* What you should do
For the records below, tally the lines that contain "فيصل" and give only that number.

* Records to use
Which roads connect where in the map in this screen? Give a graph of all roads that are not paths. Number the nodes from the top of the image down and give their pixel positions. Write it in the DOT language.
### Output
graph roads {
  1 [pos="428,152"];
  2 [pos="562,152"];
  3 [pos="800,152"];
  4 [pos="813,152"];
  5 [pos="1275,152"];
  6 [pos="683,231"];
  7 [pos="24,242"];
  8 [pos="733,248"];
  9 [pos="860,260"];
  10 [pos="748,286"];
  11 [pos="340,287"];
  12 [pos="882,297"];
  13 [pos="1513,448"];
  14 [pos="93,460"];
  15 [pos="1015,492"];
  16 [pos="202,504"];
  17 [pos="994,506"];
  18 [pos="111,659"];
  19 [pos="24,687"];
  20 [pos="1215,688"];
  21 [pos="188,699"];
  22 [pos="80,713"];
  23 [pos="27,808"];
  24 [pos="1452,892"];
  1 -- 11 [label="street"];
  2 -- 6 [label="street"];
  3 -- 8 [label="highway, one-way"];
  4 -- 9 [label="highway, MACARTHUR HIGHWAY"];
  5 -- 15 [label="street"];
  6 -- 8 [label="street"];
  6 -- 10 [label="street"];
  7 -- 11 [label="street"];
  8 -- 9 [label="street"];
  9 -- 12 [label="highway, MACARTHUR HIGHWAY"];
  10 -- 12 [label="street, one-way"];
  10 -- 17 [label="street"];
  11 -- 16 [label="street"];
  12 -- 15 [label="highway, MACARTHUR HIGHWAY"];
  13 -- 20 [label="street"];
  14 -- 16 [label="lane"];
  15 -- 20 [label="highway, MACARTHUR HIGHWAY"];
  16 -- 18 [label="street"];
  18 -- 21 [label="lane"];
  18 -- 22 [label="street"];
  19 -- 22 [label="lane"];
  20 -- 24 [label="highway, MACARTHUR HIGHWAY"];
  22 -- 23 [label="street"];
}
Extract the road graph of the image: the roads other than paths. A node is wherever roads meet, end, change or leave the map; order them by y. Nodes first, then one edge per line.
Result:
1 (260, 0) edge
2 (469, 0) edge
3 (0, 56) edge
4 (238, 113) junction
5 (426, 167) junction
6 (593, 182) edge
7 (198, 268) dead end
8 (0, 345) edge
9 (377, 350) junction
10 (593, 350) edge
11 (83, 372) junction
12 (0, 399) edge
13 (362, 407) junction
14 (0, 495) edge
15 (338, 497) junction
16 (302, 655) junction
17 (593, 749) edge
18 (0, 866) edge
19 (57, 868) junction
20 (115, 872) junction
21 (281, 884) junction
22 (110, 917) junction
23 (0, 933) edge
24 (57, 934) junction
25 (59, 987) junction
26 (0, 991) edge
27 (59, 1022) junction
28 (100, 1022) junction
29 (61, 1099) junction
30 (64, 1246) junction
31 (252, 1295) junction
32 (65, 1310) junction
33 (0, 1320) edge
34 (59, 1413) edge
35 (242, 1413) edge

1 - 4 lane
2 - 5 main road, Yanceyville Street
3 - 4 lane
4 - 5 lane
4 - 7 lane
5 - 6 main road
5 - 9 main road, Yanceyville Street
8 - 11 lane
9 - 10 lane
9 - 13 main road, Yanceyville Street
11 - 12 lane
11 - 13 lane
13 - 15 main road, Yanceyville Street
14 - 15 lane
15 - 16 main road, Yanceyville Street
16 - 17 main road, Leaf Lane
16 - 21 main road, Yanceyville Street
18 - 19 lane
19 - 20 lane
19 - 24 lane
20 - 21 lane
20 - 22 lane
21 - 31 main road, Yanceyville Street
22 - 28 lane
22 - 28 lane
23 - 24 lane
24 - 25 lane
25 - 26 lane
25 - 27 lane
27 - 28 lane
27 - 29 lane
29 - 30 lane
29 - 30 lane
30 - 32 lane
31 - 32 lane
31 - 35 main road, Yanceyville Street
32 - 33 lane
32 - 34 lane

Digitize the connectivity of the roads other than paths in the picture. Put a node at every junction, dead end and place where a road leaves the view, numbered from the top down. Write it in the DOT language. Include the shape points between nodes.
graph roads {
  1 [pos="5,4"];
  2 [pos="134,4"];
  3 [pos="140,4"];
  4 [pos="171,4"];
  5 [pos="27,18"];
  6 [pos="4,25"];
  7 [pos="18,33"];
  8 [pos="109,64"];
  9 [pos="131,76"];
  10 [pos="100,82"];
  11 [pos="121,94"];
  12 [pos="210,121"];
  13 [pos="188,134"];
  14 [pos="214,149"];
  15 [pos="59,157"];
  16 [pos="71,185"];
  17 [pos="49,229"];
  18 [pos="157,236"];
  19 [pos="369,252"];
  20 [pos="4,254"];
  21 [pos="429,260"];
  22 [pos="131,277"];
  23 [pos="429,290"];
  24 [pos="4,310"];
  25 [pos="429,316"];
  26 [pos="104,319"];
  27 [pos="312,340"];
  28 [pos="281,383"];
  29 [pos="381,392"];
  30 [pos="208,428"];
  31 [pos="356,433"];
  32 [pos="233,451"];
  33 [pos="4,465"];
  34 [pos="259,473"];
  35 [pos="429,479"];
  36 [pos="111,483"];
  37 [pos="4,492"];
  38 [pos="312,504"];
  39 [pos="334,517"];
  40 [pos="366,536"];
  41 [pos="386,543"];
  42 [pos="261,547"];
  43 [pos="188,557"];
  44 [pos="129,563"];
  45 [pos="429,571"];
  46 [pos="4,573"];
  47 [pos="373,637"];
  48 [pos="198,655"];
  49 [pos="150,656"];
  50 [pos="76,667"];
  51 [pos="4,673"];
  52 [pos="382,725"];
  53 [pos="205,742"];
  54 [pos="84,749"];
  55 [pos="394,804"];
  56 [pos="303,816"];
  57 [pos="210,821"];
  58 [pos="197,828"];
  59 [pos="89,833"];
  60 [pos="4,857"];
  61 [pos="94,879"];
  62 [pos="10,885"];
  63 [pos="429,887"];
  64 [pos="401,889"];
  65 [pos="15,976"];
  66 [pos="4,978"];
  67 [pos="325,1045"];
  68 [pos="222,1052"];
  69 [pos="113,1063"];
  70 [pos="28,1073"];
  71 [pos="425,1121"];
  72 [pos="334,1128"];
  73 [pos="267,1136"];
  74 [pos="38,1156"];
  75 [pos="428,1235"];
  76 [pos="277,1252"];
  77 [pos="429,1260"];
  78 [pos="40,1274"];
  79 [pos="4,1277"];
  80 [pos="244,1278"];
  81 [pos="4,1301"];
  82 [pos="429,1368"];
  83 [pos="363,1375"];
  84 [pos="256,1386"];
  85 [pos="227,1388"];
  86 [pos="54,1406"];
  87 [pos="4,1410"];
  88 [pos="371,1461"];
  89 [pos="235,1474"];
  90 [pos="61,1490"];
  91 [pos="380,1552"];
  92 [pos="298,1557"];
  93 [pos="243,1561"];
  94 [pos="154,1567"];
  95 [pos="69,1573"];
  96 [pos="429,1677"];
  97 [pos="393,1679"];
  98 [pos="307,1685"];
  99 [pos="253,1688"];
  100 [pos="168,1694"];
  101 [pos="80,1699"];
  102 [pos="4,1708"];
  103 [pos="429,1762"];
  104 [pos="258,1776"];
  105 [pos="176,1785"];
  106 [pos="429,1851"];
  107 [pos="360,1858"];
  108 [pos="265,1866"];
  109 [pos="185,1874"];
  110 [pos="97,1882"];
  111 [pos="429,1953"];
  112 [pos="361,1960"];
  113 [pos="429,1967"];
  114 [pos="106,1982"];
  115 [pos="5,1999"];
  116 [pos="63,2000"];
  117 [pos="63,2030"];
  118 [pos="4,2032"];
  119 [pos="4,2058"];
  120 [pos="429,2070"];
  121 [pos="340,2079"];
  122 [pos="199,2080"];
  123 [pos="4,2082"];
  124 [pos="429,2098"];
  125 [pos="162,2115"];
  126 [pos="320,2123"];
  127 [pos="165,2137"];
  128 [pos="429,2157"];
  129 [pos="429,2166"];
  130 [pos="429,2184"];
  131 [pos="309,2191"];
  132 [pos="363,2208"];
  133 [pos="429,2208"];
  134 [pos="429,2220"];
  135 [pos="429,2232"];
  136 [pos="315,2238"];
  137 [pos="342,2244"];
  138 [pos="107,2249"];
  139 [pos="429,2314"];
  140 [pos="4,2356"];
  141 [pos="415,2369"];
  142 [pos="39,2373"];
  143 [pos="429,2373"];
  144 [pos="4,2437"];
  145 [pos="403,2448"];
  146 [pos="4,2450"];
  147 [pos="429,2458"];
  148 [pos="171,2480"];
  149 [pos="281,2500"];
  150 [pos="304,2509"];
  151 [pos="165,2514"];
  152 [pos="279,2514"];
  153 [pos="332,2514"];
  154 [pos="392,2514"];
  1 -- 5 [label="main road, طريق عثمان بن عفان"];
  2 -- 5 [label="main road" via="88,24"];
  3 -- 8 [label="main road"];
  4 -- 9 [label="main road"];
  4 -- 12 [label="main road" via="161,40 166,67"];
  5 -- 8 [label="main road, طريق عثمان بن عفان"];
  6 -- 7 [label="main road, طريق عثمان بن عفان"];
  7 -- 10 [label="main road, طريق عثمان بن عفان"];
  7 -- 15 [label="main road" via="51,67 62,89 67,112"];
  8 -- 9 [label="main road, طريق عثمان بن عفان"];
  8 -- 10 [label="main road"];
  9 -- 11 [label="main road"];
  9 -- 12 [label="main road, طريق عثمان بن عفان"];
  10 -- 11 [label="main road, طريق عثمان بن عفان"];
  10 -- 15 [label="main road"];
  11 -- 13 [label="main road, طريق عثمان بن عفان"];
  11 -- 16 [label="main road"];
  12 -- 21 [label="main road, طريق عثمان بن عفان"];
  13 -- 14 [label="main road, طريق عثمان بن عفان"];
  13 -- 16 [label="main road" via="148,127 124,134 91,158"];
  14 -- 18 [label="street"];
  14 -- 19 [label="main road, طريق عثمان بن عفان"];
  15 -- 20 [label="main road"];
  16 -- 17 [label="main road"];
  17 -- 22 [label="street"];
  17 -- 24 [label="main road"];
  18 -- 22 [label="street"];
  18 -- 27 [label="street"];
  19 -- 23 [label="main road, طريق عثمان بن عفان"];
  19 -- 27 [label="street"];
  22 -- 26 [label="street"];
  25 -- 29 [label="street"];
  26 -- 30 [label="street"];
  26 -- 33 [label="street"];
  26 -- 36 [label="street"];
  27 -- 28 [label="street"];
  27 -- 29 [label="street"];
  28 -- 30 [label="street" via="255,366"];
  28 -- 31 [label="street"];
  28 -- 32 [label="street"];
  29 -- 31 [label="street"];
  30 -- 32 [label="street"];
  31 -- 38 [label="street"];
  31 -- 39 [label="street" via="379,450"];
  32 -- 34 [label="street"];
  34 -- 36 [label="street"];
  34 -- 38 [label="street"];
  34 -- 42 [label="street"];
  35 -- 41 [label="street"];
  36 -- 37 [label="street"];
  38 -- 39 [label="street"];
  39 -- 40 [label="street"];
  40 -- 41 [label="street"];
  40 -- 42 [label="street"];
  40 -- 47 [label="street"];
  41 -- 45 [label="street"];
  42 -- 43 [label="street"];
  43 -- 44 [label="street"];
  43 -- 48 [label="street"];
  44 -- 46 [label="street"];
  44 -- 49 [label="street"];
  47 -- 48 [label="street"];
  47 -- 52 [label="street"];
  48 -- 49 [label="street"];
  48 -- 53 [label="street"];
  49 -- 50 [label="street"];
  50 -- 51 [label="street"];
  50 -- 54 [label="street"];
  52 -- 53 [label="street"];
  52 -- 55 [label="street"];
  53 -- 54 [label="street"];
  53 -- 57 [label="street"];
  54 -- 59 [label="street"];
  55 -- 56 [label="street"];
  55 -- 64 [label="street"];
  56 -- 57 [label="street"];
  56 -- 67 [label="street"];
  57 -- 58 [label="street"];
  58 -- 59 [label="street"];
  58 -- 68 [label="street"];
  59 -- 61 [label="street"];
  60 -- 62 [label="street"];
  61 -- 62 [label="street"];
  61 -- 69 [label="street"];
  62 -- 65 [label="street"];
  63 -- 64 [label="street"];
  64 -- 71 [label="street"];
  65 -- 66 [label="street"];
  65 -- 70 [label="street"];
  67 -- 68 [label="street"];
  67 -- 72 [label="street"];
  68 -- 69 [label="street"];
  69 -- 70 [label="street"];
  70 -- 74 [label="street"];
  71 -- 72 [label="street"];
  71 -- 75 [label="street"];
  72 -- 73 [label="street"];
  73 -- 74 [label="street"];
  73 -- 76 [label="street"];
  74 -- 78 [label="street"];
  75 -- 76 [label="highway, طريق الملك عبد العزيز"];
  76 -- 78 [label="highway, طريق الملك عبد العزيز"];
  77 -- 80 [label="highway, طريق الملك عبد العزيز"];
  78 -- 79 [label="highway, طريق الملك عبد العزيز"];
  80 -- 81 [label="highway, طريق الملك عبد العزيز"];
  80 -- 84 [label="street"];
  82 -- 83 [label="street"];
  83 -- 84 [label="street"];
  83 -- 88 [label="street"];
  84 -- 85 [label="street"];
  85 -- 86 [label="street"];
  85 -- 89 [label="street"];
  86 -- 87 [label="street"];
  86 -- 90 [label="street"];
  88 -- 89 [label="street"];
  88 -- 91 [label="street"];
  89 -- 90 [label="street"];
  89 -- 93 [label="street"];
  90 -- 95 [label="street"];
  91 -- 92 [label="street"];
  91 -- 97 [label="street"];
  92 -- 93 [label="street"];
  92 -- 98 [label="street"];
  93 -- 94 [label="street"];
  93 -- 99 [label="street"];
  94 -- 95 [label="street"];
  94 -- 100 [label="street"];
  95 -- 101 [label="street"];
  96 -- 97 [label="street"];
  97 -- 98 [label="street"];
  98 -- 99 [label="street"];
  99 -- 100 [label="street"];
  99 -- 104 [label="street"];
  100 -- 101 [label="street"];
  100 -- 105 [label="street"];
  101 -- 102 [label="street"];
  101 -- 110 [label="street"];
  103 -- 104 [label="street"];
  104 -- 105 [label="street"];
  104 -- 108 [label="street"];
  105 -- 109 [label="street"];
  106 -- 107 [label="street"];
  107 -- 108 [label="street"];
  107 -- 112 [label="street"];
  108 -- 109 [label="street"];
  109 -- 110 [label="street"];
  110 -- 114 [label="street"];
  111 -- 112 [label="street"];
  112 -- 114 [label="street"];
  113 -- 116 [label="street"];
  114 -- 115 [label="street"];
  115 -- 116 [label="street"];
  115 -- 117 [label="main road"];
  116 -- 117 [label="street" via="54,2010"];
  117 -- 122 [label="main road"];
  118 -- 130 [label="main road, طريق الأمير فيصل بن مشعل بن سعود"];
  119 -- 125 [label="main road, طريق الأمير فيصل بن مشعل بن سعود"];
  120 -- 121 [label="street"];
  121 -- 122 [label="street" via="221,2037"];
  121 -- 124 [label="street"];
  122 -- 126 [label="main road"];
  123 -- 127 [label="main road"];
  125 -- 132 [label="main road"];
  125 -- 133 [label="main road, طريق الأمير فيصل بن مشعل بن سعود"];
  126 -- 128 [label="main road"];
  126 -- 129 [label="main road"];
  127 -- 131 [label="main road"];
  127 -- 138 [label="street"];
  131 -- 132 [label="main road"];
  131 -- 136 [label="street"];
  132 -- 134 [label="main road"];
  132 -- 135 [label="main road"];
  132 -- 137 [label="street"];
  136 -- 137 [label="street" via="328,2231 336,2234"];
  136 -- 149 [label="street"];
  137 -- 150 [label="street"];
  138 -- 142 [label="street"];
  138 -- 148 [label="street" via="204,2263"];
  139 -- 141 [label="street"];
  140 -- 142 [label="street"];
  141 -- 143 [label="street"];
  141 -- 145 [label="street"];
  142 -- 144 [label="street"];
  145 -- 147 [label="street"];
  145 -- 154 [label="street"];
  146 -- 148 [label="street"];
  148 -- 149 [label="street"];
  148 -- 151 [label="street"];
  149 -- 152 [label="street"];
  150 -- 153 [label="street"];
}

* Your response
3